**Date:** Mon, 7 Jul 2003 18:42:27 -0400
**Reply-To:** Jay Weedon <jweedon@EARTHLINK.NET>
**Sender:** "SAS(r) Discussion" <SAS-L@LISTSERV.UGA.EDU>
**From:** Jay Weedon <jweedon@EARTHLINK.NET>
**Organization:** http://extra.newsguy.com
**Subject:** Re: General (Newbie) Question About Multinomial Logistic
Regression
**Content-Type:** text/plain; charset=us-ascii
On Mon, 7 Jul 2003 20:35:42 +0100, "Sid" <not@home.com> wrote:

>Hi,
>
>I'm trying to get my head round MLR and I have a couple of simple questions
>(I think).
>
>Correct me if I'm wrong but my understanding is we have a set of 'variables
>of influence' and a set of discrete 'Choices', which is fed into the
>software 'back box' which 'optimises' using the logistic function. Say we
>are choosing a brand of car, we can treat each customer individually and
>just have one long input file - with one row for each choice (and
>non-choice) made. We can then estimate the impact of each variable on a
>choice and predict which care a customer will chose given we know the values
>of the influence variables.

Does each customer make only one choice? If not, then you'll need to
consider a "nested" model in which choices made by a particular
customer are mutually correlated.

>But what happens if we wish to predict the outcome within sets of distinct,
>closed groups?
>
>Say, for example, we are looking at a horse race and wish to select the
>winner. When we are training the MLR with the results of previous races, do
>we just treat each horse as we treat our car customer and ignore the other
>horses in the race (just a linear list of all runners in all races), or is
>there some way we need to adjust the input data and/or processing to take
>account of the other horses in each individual race? If so, how do we handle
>the fact that the group sizes (number of runners in each race) can vary?
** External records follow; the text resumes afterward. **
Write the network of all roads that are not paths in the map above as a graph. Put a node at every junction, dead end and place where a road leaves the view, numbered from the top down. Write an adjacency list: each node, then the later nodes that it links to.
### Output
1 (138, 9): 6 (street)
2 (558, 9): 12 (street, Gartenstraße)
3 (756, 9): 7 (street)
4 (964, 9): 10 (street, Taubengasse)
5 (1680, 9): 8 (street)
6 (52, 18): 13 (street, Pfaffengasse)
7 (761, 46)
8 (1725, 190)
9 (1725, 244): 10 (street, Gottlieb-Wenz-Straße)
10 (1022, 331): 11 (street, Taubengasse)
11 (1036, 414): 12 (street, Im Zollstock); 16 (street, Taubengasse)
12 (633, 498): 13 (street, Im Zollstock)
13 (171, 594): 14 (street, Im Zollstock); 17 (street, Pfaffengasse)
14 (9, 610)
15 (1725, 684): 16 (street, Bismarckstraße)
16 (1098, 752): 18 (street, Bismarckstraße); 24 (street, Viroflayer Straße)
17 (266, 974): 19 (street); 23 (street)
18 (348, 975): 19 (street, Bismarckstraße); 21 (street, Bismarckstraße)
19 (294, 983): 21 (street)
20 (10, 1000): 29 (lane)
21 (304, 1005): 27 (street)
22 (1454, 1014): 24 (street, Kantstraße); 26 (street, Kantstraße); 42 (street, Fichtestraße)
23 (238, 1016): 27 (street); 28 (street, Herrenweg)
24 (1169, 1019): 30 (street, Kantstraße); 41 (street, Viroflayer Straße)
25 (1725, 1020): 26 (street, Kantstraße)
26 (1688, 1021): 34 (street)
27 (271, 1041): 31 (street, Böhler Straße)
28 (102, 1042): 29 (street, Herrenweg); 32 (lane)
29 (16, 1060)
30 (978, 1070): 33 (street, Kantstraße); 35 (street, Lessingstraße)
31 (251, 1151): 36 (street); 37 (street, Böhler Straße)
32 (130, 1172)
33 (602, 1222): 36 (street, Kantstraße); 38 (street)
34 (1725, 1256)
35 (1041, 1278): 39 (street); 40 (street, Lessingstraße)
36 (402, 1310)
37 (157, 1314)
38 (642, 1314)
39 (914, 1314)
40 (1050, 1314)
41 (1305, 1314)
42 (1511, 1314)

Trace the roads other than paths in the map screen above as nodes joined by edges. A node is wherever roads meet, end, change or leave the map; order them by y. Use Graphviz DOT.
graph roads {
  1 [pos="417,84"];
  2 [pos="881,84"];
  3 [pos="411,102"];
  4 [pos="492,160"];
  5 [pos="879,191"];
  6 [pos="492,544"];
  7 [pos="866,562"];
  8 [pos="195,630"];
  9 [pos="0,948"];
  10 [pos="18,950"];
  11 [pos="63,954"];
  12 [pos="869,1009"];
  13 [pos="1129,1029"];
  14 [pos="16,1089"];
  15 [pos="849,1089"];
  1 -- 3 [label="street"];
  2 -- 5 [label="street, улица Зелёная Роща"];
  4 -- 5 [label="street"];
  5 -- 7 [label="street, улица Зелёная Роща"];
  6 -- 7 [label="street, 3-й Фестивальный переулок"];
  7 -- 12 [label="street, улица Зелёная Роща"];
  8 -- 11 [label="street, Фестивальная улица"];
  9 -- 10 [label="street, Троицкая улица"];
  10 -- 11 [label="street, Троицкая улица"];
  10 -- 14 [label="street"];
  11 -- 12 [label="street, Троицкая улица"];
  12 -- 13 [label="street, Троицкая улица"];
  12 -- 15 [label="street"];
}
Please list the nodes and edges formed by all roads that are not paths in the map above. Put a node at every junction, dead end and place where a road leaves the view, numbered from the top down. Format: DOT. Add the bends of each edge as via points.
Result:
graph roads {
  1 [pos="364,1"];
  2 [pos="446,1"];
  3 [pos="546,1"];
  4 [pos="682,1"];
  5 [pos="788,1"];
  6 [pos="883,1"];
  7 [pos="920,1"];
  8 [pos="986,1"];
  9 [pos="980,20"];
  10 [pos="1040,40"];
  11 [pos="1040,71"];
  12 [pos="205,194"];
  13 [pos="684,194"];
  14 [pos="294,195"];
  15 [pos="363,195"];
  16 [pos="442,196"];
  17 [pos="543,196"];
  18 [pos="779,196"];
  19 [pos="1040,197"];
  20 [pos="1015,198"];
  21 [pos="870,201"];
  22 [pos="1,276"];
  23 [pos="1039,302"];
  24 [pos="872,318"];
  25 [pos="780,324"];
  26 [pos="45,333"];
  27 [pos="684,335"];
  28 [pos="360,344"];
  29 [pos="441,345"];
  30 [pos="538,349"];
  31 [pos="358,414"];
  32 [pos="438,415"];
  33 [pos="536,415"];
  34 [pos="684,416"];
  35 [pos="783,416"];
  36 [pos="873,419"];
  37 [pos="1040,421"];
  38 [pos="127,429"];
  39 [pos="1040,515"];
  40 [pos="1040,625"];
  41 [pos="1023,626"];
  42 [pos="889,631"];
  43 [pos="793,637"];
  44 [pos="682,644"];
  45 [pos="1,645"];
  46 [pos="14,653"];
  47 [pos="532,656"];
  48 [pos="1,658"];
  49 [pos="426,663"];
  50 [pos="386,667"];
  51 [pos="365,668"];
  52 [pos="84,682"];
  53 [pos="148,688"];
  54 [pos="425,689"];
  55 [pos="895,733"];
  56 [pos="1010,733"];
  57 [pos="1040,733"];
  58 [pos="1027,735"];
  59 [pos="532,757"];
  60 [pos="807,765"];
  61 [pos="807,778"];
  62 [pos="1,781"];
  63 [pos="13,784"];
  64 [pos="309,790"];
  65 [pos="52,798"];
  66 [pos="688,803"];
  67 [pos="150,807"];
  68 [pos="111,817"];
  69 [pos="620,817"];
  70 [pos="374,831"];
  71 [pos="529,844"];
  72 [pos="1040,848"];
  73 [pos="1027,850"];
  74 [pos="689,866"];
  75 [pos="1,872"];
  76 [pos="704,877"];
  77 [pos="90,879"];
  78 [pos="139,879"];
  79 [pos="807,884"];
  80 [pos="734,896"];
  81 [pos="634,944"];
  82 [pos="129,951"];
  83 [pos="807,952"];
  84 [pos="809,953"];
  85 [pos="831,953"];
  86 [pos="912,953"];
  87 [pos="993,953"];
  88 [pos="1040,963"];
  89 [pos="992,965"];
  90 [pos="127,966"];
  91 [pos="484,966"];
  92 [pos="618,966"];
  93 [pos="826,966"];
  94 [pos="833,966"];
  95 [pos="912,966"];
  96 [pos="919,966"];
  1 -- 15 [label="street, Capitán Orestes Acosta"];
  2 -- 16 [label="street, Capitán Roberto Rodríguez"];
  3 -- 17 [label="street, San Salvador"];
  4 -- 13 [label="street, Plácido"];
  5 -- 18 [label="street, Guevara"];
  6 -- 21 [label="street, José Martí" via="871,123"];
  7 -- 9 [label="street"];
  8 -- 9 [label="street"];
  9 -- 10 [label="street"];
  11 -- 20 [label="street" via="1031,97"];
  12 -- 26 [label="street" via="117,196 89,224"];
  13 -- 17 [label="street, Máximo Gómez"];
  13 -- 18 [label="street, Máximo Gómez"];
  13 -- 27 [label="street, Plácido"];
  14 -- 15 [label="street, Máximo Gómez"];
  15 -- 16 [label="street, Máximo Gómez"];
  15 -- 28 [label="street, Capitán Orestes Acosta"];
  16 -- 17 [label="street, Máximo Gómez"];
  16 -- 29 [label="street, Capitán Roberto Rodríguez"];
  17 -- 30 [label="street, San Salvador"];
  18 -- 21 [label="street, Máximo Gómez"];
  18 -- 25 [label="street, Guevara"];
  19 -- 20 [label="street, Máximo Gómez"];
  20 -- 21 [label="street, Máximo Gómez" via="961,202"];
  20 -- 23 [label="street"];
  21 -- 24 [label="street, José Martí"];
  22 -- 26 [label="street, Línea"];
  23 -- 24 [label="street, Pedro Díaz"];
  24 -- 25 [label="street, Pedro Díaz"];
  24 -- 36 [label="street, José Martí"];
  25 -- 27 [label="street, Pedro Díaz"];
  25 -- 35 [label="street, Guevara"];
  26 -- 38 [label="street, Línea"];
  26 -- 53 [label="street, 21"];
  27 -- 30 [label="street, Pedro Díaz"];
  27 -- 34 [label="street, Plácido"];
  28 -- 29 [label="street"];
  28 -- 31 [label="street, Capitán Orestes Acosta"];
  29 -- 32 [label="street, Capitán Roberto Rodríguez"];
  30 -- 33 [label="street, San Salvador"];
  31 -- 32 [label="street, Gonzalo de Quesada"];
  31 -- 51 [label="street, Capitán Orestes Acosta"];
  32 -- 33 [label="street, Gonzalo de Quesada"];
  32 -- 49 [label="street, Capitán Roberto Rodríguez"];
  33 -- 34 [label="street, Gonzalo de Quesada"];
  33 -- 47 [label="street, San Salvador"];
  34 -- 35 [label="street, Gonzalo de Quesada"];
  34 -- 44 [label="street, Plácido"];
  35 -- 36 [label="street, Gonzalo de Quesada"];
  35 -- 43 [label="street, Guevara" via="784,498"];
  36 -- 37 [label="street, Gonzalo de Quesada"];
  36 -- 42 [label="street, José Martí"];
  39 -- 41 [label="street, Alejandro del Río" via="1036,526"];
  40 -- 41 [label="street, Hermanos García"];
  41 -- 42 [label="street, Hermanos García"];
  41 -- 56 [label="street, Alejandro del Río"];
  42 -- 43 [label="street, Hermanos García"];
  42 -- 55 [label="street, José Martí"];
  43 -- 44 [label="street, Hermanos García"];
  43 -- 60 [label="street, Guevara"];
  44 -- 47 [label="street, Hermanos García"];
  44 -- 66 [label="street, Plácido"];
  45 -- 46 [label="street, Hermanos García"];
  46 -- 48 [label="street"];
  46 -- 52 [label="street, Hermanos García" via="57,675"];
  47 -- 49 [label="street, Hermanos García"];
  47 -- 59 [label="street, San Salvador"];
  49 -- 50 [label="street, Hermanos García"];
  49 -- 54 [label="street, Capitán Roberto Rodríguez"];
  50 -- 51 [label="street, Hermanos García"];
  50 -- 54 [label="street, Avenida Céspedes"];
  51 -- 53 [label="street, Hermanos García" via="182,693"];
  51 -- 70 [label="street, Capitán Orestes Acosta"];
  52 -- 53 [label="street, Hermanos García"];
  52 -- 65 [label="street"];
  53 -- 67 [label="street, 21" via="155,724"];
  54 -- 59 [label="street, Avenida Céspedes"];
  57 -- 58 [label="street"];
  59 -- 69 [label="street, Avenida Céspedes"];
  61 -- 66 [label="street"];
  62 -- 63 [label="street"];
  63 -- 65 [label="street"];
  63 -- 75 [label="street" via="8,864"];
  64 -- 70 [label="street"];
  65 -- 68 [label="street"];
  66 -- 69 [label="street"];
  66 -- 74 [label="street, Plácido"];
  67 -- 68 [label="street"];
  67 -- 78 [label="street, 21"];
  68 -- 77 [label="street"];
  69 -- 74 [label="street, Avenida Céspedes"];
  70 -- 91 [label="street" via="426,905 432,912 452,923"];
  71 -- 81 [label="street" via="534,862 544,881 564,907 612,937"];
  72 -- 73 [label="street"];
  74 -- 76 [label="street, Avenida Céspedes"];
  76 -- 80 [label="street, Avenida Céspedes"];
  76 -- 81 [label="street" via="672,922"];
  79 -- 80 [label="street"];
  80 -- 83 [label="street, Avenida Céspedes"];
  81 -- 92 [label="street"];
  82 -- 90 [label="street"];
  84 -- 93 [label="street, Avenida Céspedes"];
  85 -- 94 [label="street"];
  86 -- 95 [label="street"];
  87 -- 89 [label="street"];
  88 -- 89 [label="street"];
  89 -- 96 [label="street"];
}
With this methodology, results of previous races aren't going to be
very helpful unless the same set of horses runs in every race.

If you're trying to predict whether a *particular* horse wins or not,
you have conceptually a simple two-category model, with "other
runners" as a set of possible predictors. If you're trying to predict
*which* horse (of a given set of entered horses) wins, then that'd be
more like a MLR situation.

>There seem to be so many flavours of MLR (ordered, nested etc) the more I
>read the more I'm confused.

"Ordered" means that the categories of the dependent variable have
some natural ordering. In the situation of car models or winning
horses, you don't have ordering.

"Nested" means that the observations are not all mutually independent.
If the same person chooses a car on multiple occasions, nesting is an
appropriate concept.

JW